» **WHAT TO WORK ON**: Examine the records below. Report how many of their lines contain the word "Frontowa", with no other content.

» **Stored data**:
↓↓↓

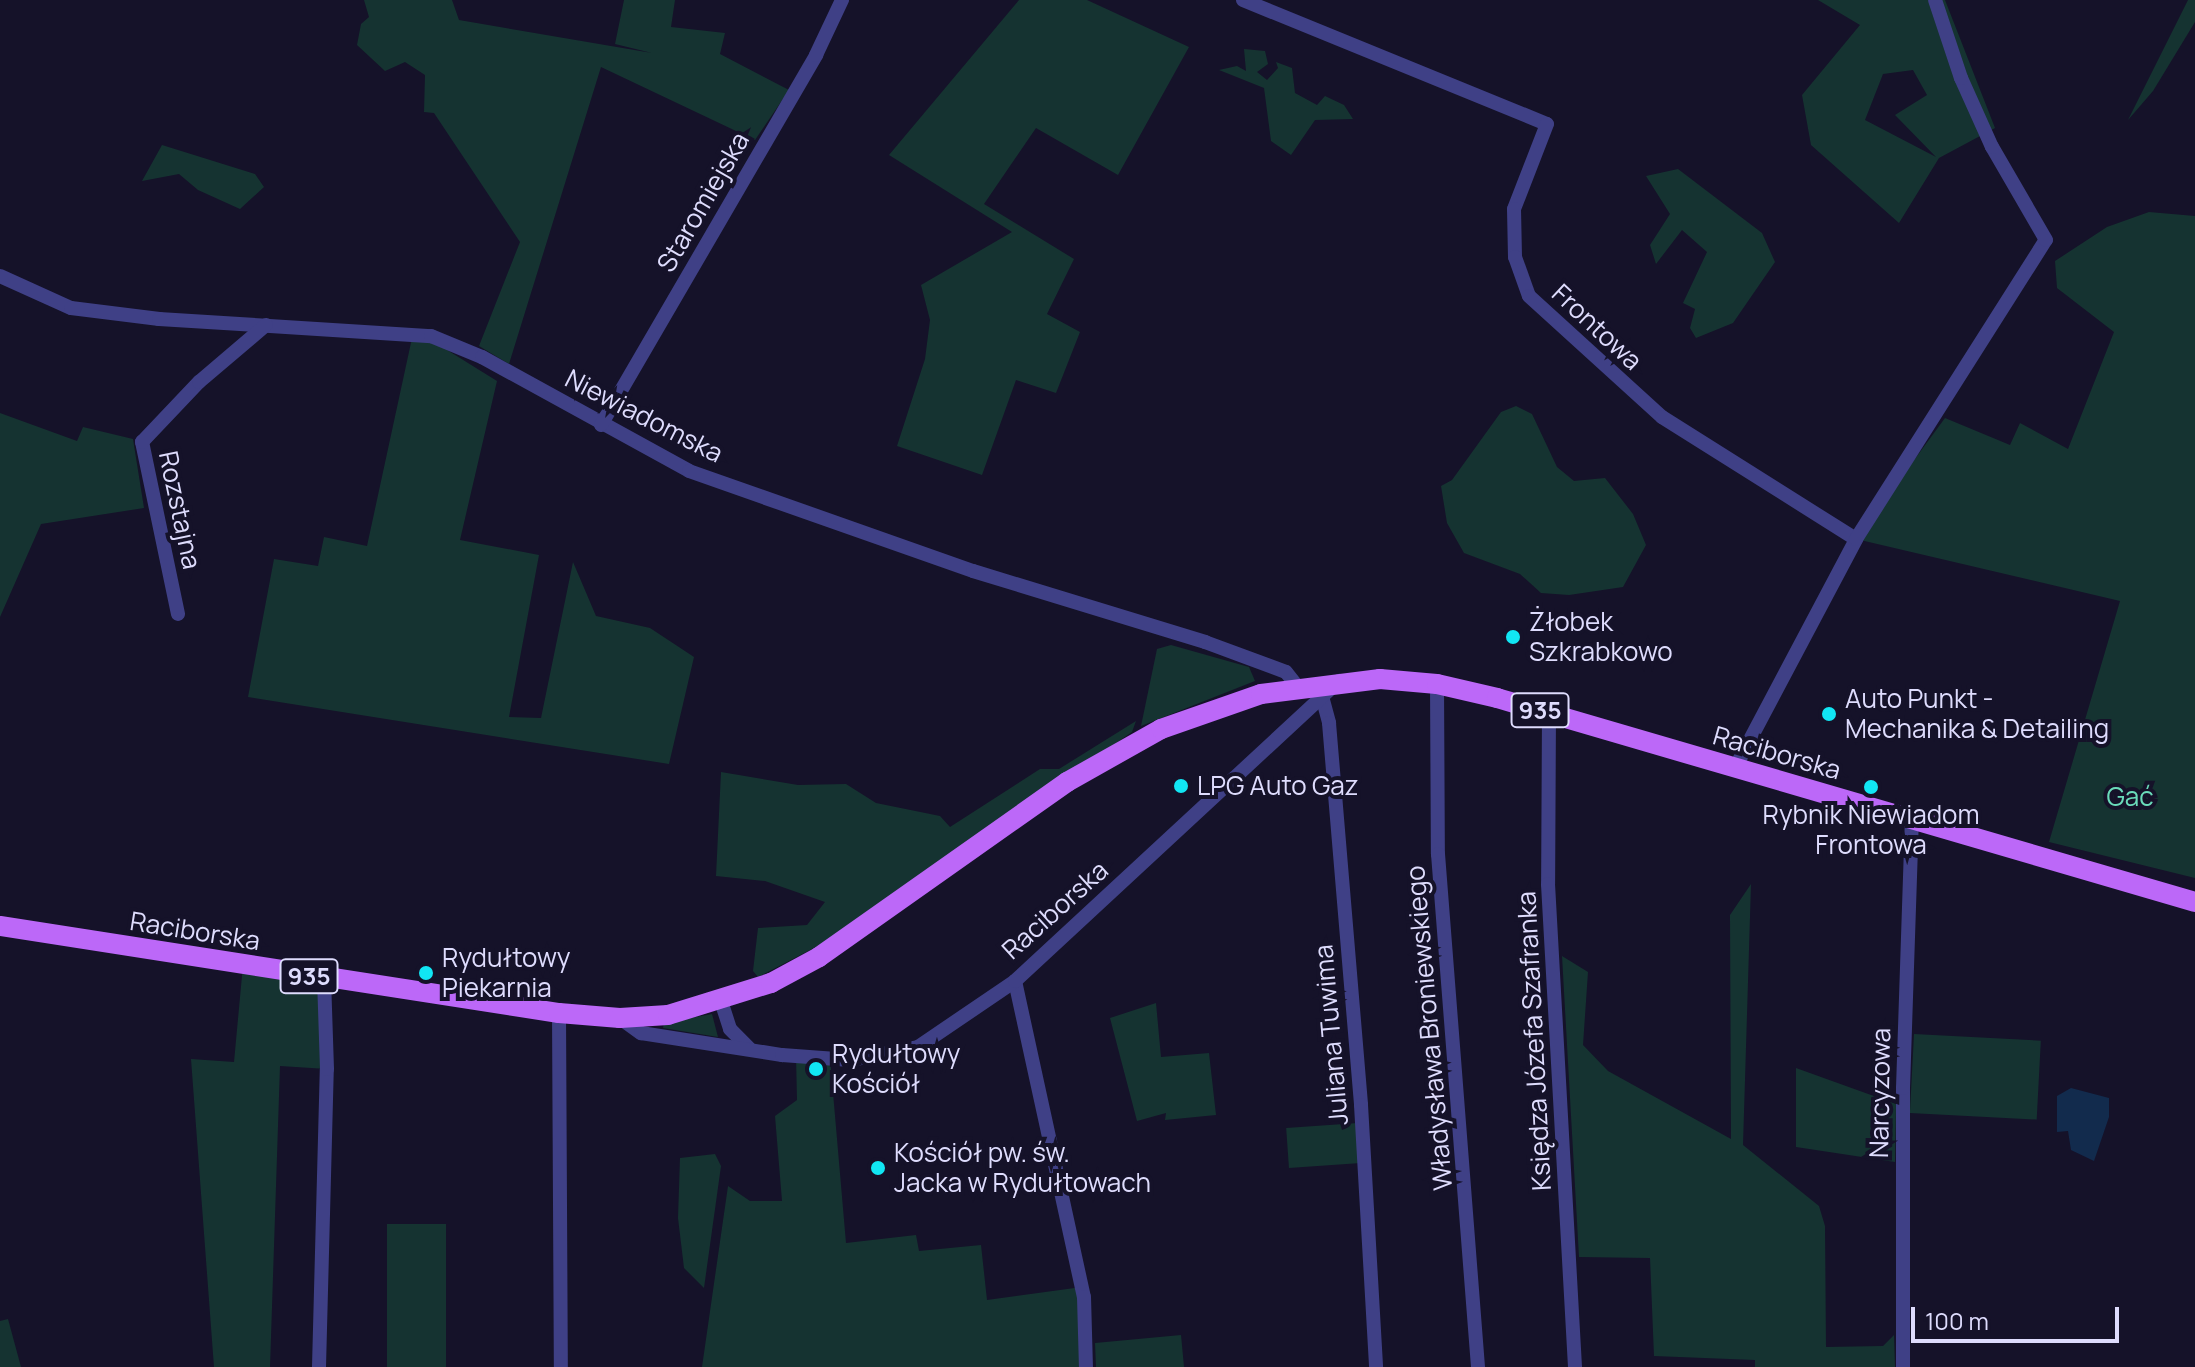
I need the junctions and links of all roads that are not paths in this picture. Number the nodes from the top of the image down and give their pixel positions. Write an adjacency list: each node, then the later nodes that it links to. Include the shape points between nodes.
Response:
1 (842, 0): 7 (street, Staromiejska, via 816,55)
2 (1243, 0): 4 (street, Frontowa)
3 (1935, 0): 8 (street, via 1987,137 2046,240)
4 (1272, 5): 8 (street, Frontowa, via 1547,124 1514,209 1515,257 1529,296 1662,417)
5 (0, 276): 6 (street, Niewiadomska, via 71,308)
6 (266, 325): 7 (street, Niewiadomska, via 431,336 482,357); 9 (street, Rozstajna, via 199,382 142,442)
7 (601, 425): 12 (street, Niewiadomska, via 689,471 973,571 1219,647 1286,672)
8 (1856, 539): 15 (street)
9 (178, 614)
10 (1340, 681): 11 (main road, Raciborska / 935); 12 (main road, Raciborska / 935); 13 (street, Raciborska)
11 (1437, 684): 14 (main road, Raciborska / 935); 29 (street, Władysława Broniewskiego, via 1438,854)
12 (1297, 686): 21 (main road, Raciborska / 935, via 1229,702 1161,729 1067,782 819,957 771,983)
13 (1323, 700): 20 (street, Raciborska, via 1255,756); 28 (street, Juliana Tuwima, via 1360,1089)
14 (1549, 712): 15 (main road, Raciborska / 935); 30 (street, Księdza Józefa Szafranka, via 1548,884)
15 (1737, 760): 16 (main road, Raciborska / 935)
16 (1912, 820): 17 (main road, Raciborska / 935); 31 (street, Narcyzowa, via 1903,1088)
17 (2195, 902)
18 (0, 926): 19 (main road, Raciborska / 935)
19 (324, 979): 22 (main road, Raciborska / 935); 25 (street, via 327,1069)
20 (1015, 981): 24 (street, Raciborska, via 918,1047 850,1060); 27 (street, via 1084,1297)
21 (721, 1001): 23 (main road, Raciborska / 935, via 668,1015); 24 (street, via 730,1029)
22 (559, 1013): 23 (main road, Raciborska / 935); 26 (street)
23 (620, 1018): 24 (street, Raciborska, via 641,1033)
24 (750, 1049)
25 (319, 1367)
26 (561, 1367)
27 (1086, 1367)
28 (1376, 1367)
29 (1478, 1367)
30 (1575, 1367)
31 (1903, 1367)

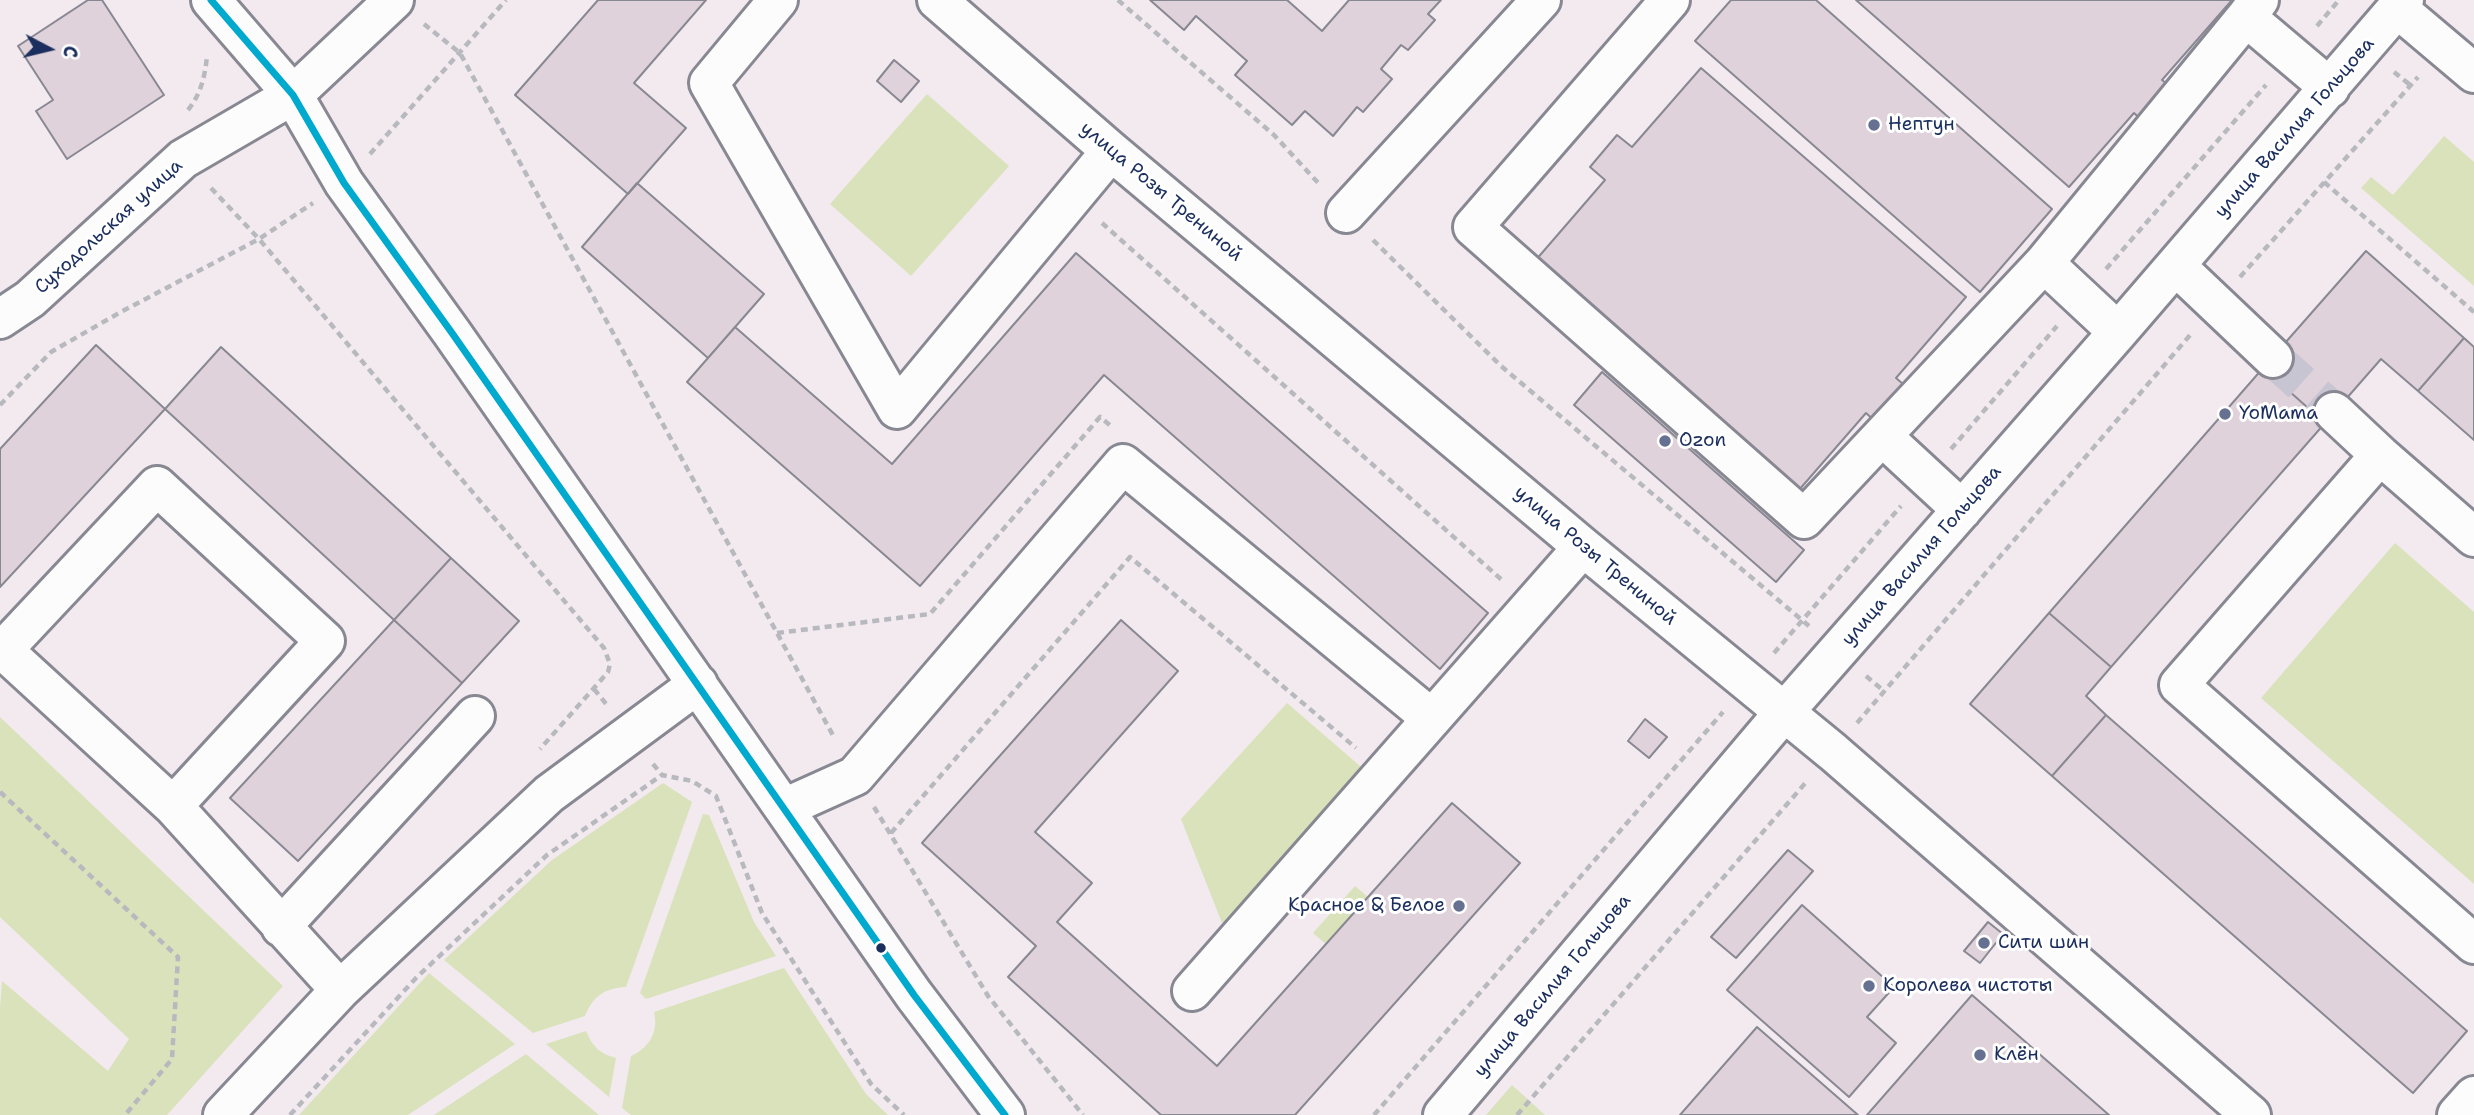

↑↑↑

» **EXPECTED ANSWER**: 2